In this work a numerical analysis on confined slot impinging jets constituted by a partially filled configuration of metal foam in mixed convection is illustrated. The employed working fluids are pure water or Al2O3/water based nanofluids A two-dimensional model is constructed and several Peclet numbers (equal to 100, 200, 350, 750, 1500) are assumed. Rayleigh numbers is fixed equal to 30000. The nanoparticle volume concentrations are in a range from 0% to 4% and the nanoparticle diameter is considered equal to 30nm. The target surface is characterized by a constant temperature, evaluated according to the value of Rayleigh number.

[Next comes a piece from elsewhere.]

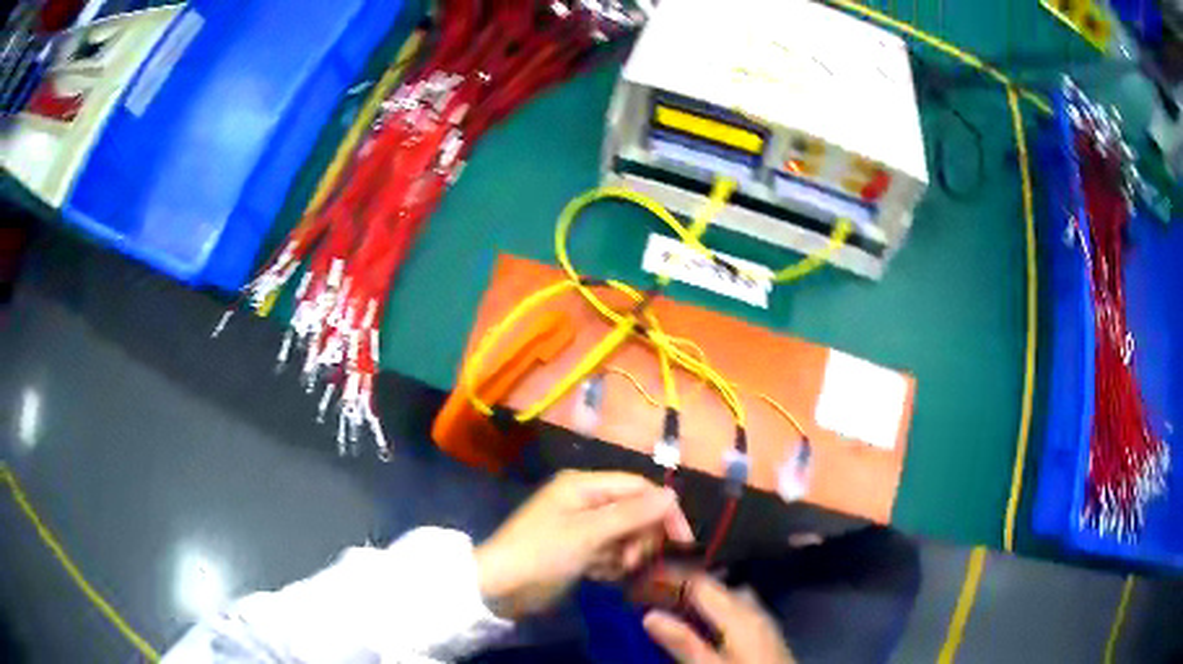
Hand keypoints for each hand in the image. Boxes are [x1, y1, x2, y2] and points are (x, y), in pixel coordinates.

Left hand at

The distance of the target surface is five times greater than the slot jet width. Three different values of ratio between the total system and the metal foam length have been assumed. The thermal and fluid-dynamic properties of nanofluids are estimated by a single-phase model approach. The model of local thermal non equilibrium (LTNE) is assumed in order to replicate the behavior of the metal foam characterized by a number of pores per inch (PPI) equal to 20 and a porosity of 0.9005. Results show increasing values of the convective heat transfer coefficients for increasing values of Peclet number and nanoparticle concentration. This behaviour is more evident at low Peclet number values. In conclusion, the ratio between the thermal and pumping power is calculated in order to find a trade-off between the increase of heat transfer and pressure drop.